## Problem to work on
What number of lines in the records below hold the word "street"? Give that number alone.

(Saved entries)
'''

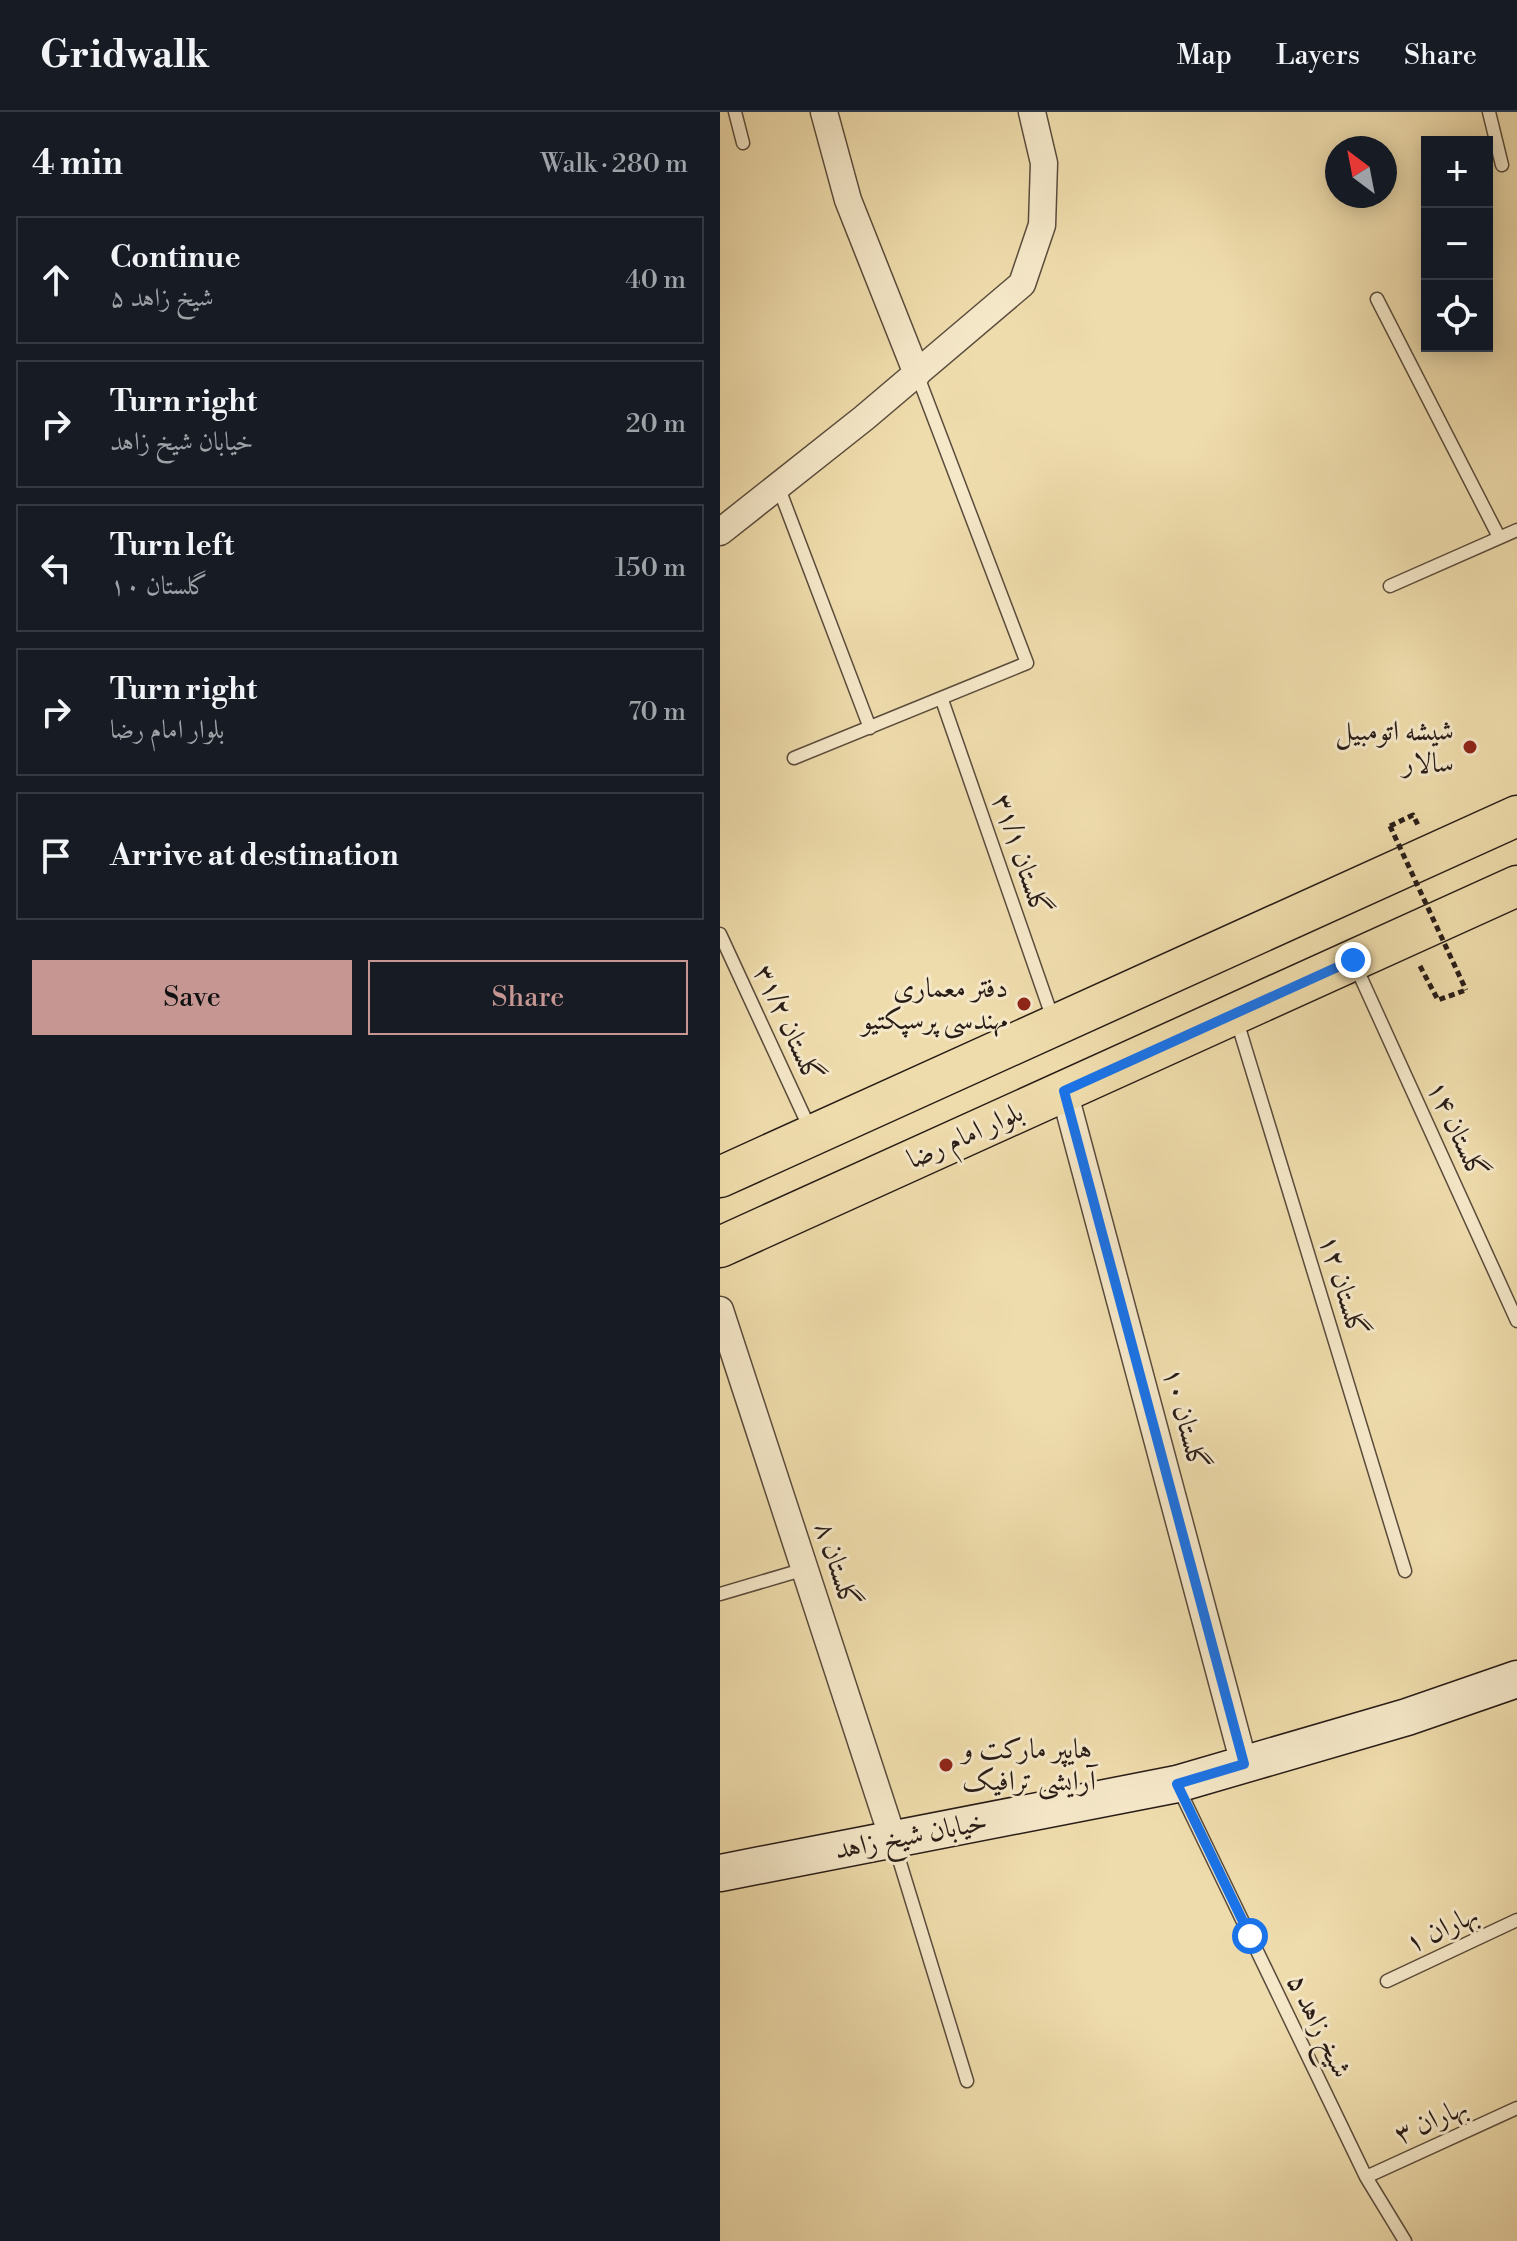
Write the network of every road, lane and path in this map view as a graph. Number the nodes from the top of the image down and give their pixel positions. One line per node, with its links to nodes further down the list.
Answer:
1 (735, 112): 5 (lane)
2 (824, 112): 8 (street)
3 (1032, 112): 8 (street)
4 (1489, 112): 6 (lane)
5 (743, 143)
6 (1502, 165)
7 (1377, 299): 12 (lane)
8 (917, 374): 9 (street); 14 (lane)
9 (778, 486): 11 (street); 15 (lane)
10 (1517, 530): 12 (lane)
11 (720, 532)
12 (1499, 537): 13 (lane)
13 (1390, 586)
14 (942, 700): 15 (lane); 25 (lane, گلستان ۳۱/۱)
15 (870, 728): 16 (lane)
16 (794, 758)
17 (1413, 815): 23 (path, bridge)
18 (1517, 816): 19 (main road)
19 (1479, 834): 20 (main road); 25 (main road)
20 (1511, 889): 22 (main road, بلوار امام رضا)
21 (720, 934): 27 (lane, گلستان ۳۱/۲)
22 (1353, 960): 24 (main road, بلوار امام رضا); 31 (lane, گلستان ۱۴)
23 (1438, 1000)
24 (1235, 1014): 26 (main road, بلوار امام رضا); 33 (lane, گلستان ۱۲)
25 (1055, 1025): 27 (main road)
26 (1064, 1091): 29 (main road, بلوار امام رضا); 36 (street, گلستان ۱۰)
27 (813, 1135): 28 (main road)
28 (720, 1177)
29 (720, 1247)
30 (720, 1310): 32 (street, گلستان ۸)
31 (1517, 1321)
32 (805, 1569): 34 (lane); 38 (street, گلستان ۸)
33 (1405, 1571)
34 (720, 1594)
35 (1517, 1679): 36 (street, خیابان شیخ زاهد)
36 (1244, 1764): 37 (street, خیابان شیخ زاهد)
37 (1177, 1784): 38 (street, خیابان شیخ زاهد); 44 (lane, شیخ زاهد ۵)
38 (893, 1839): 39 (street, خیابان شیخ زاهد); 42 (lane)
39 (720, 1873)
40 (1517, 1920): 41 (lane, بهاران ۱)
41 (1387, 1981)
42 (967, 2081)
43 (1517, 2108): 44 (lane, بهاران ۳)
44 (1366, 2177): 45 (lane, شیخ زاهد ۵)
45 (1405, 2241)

'''

## Problem solution
11